Let $f(x) = (1 − x)^{-1}$ and $x_{0} = 0.$
(a) Find the nth Taylor polynomial $P_{n}(x)$ for $f(x)$ about $x_{0}$.
(b) Find the smallest value of $n$ necessary for $P_{n}(x)$ to approximate $f(x)$ to
within $10^{-6}$ on $[0; 0.5]$.
For part (a) I get $P_{n}(x)=1+x^{2}+x^{3}+…+x^{n}.$ I don't know how to get started with part (b), is it finding $n$ such that $|f(x)-P_{n}(x)| \leq 10^{-6}$? Thanks!
Best Answer
We could try to use various general expressions for the remainder. You may have learned already about the Lagrange form of the remainder.
These however often do not give good upper bounds for the error. We want a good upper bound because we were asked to find the smallest $n$.

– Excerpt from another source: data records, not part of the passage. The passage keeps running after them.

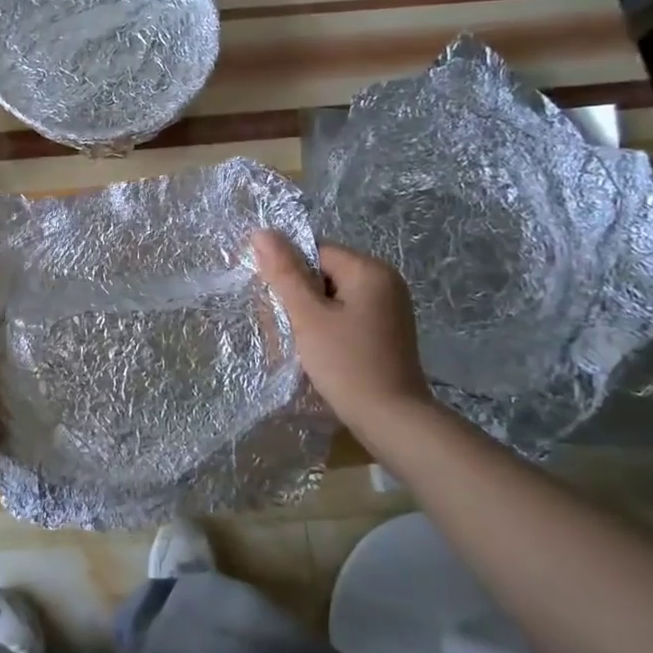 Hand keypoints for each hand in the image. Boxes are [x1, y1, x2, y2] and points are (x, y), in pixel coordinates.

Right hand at [252, 230, 431, 428]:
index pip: (316, 252)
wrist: (392, 420)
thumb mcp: (308, 317)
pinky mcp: (388, 332)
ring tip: (305, 345)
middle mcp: (386, 281)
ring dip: (313, 316)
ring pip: (334, 297)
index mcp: (370, 270)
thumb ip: (284, 274)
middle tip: (289, 330)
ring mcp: (390, 308)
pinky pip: (349, 316)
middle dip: (301, 298)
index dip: (291, 275)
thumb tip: (261, 232)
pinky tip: (323, 353)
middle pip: (325, 273)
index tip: (280, 306)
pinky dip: (330, 329)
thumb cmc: (347, 364)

Instead of attempting to use a general estimate, we work with our particular function. Note that the error we make by truncating just after the $x^n$ term is exactly equal to the missing tail, which is $$x^{n+1}+x^{n+2}+x^{n+3}+\cdots.$$ The sum of this geometric series is equal to $$\frac{x^{n+1}}{1-x}.$$ In our interval, this is biggest at $x=0.5$, when it is equal to $(0.5)^n$.
So we are trying to find the smallest integer $n$ such that $(0.5)^n\lt 10^{-6}$.
You can solve $(0.5)^t=10^{-6}$ using logarithms. But in this case we can do the problem in our heads, since $1000$ is very close to $2^{10}$.